Chemical polishing remains a widely adopted finishing process for titanium and its alloys, valued for its ability to produce bright, reflective surfaces without mechanical contact. However, non-uniform polishing-manifested as localized over-etching, flow marks, orange peel textures, or inconsistent gloss across a single workpiece-remains a persistent challenge in production environments. For industries ranging from aerospace fasteners to medical implants, surface finish uniformity directly impacts corrosion resistance, fatigue performance, and post-processing adhesion. This article examines the root causes of non-uniformity in titanium chemical polishing and provides actionable, process-level countermeasures.
1. Defect Classification and Visual Diagnostics
Before adjusting parameters, accurate defect identification is essential. Non-uniform polishing on titanium surfaces typically falls into several distinct categories, each pointing to different root causes.

Orange peel occurs when the rate of chemical attack varies between different metallurgical phases or grain orientations within the alloy. In two-phase alloys like Ti-6Al-4V (TC4), β phase dissolves preferentially under certain acid conditions, leaving a roughened surface topography. Pitting typically signals an excessively high HF concentration or an HF-to-HNO₃ ratio the optimal window. Flow marks and edge-center differences almost always trace back to fluid dynamics and thermal uniformity issues.

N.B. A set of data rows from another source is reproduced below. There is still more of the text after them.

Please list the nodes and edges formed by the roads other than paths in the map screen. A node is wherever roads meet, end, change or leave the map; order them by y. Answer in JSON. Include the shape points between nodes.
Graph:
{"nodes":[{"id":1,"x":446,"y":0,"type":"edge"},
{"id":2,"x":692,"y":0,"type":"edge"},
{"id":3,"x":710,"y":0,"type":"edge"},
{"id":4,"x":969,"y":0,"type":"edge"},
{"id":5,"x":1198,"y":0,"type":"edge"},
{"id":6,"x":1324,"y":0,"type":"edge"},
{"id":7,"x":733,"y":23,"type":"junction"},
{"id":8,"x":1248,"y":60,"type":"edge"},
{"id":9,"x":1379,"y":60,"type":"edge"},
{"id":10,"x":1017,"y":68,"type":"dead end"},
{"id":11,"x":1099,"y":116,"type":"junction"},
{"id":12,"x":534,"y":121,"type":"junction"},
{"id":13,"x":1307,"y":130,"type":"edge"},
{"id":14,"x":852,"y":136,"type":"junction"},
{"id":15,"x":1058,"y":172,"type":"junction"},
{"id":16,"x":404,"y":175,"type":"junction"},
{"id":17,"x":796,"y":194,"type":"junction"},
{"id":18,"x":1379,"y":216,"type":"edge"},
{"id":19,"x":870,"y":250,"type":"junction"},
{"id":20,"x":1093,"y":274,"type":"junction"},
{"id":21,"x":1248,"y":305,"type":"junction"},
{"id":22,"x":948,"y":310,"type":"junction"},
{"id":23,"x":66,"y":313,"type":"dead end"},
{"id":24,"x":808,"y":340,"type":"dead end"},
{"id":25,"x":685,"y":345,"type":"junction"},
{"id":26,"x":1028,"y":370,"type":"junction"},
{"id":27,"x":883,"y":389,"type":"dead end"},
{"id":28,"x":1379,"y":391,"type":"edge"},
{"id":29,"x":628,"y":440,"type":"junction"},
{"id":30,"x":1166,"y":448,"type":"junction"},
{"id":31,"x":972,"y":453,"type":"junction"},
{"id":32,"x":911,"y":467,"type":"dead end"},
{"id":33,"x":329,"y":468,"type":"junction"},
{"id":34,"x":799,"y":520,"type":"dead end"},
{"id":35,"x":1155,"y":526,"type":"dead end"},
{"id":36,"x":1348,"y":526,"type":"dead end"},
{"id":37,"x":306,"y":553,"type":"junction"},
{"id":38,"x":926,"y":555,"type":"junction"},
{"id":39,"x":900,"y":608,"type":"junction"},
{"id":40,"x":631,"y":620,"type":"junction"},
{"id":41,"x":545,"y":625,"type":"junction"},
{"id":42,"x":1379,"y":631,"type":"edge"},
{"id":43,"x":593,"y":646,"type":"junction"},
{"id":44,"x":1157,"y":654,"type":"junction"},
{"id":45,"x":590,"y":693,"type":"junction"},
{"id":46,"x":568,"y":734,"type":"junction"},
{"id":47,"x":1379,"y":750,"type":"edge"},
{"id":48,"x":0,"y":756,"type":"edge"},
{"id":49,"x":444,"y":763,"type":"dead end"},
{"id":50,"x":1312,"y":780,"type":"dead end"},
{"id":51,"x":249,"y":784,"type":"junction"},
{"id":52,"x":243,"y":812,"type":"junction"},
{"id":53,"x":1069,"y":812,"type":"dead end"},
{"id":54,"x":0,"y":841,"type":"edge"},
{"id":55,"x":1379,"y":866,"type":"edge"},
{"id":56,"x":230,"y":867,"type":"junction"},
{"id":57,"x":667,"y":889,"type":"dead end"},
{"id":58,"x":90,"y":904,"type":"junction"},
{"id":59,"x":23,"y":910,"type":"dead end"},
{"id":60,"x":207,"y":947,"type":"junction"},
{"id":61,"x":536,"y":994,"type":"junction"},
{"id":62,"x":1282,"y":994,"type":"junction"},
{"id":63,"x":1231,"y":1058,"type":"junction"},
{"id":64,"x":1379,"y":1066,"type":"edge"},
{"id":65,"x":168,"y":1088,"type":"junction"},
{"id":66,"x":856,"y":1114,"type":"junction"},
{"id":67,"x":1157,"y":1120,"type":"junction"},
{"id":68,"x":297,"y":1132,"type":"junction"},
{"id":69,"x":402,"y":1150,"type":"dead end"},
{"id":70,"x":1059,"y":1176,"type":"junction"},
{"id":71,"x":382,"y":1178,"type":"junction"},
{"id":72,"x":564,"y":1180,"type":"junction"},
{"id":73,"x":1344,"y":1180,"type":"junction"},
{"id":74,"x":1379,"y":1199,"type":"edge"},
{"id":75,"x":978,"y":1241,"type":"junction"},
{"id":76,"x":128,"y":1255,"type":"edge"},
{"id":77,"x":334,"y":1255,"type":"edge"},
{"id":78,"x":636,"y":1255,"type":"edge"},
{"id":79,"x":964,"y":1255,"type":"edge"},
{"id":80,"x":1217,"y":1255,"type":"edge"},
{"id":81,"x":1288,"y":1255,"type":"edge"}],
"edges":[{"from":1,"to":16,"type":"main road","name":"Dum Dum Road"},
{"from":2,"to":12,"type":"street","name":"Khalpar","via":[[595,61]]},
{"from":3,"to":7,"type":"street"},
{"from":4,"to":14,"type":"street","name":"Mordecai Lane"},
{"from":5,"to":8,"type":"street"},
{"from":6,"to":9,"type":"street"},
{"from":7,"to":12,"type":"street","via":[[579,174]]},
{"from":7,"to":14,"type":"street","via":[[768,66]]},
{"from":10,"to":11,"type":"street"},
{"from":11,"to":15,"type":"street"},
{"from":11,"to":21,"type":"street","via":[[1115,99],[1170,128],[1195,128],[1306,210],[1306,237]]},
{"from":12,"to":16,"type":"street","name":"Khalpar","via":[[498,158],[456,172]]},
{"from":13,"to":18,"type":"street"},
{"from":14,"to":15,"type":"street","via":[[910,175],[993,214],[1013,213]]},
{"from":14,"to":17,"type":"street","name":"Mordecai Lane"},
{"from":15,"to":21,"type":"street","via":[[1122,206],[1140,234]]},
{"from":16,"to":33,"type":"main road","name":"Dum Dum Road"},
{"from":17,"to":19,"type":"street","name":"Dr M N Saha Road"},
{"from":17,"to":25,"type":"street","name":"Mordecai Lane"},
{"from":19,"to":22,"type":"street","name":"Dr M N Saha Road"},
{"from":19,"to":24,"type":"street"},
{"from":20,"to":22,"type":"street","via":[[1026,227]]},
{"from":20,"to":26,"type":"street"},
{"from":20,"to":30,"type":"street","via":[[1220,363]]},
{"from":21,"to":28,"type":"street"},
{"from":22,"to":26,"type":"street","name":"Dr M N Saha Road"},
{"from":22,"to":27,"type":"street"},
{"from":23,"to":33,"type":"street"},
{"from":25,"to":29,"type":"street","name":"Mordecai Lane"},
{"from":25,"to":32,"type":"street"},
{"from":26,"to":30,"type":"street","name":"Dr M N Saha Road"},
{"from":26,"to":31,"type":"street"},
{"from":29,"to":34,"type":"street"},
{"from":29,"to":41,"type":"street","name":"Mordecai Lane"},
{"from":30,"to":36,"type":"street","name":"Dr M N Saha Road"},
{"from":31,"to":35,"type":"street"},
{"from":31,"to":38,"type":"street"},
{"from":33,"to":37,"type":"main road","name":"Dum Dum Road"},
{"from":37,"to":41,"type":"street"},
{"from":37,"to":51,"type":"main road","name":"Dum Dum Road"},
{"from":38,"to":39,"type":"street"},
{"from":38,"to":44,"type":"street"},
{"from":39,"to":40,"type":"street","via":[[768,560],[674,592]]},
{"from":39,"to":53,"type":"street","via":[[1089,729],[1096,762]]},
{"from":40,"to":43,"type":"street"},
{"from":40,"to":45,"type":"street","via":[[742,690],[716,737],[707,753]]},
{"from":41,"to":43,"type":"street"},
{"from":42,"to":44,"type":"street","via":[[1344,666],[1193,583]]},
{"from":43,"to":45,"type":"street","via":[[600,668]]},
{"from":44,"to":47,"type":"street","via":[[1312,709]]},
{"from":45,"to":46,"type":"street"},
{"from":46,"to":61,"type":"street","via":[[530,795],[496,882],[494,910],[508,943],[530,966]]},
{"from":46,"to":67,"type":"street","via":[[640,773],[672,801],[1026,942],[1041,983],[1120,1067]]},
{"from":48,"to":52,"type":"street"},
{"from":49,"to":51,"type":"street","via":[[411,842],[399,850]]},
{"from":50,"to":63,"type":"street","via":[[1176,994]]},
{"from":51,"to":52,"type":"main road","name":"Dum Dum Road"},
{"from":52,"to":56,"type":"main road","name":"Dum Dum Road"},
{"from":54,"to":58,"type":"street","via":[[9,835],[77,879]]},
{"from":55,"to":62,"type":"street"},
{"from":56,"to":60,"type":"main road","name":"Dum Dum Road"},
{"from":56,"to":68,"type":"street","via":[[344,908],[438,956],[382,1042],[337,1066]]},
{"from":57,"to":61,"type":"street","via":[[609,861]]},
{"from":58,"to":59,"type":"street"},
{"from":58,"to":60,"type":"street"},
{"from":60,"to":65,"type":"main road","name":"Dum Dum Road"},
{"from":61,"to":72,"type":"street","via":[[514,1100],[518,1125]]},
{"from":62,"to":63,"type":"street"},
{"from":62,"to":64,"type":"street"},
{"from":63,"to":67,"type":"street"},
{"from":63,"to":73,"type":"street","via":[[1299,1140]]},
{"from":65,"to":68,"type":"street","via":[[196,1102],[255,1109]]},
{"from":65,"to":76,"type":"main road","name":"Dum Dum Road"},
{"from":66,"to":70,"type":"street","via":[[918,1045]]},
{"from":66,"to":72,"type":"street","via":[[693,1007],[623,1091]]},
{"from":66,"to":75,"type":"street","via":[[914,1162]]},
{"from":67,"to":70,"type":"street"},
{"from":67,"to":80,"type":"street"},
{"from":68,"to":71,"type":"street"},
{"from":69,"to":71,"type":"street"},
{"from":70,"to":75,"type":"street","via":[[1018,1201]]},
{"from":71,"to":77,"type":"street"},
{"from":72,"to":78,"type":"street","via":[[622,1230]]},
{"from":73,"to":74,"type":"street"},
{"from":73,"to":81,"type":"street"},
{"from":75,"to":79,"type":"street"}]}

2. Solution Chemistry: The HF/HNO₃ Ratio as the Primary Control Variable
The HF-HNO₃-H₂O system remains the workhorse for titanium chemical polishing. HF acts as the active dissolving agent, attacking the titanium substrate and removing the native oxide layer. HNO₃ serves a dual role: oxidizing the dissolved Ti³⁺ to Ti⁴⁺ to prevent surface contamination, and promoting passive film formation that controls the overall etch rate.
Industry practice generally targets HF concentrations of 3–5% and HNO₃ concentrations of 15–30% by volume. Within this window, the HF-to-HNO₃ ratio is the critical tuning parameter. Experimental studies on TC4 have examined ratios of 1:4, 1:6, and 1:8 (HF: HNO₃ by volume). A ratio that is too HF-rich produces aggressive, uncontrolled etching with pitting and non-uniform material removal. A ratio that is too HNO₃-rich slows the reaction excessively and may induce passivation before leveling is complete, resulting in cloudy or uneven finishes.
The underlying mechanism relates to diffusion-controlled versus activation-controlled etching. When the HF concentration is properly balanced with HNO₃, the dissolution rate is limited by the transport of reactants to the surface rather than by the surface reaction itself. This diffusion-limited regime naturally produces more uniform material removal across macro-scale topography, as protruding features receive slightly higher diffusion flux than recessed areas-the leveling effect that defines true polishing.
3. Temperature Control and Thermal Gradient Management
Temperature exerts a pronounced effect on titanium chemical polishing kinetics. Reaction rates increase by approximately 1.5–2× for every 5°C rise in solution temperature. A temperature gradient as small as 3–4°C across the bath can produce visually detectable differences in polish uniformity between workpieces positioned at different locations, or even between the top and bottom of a single large part.

The recommended operating range for most titanium chemical polishing formulations is 20–35°C. However, this range is too wide for precision work. Tighter control within ±1.5°C is necessary for uniform results. Temperature excursions above 35°C accelerate HF volatilization, which alters the solution chemistry locally near the liquid-air interface. This phenomenon produces a characteristic defect pattern: over-polished upper sections of vertically immersed parts and under-polished lower sections, with a gradual transition zone in between.
Practical countermeasures include jacketed tanks with circulating temperature control fluid, immersion heaters with proportional-integral-derivative (PID) controllers, and continuous bath recirculation to eliminate thermal stratification. Thermocouples positioned at multiple depths and locations provide the feedback needed for process control.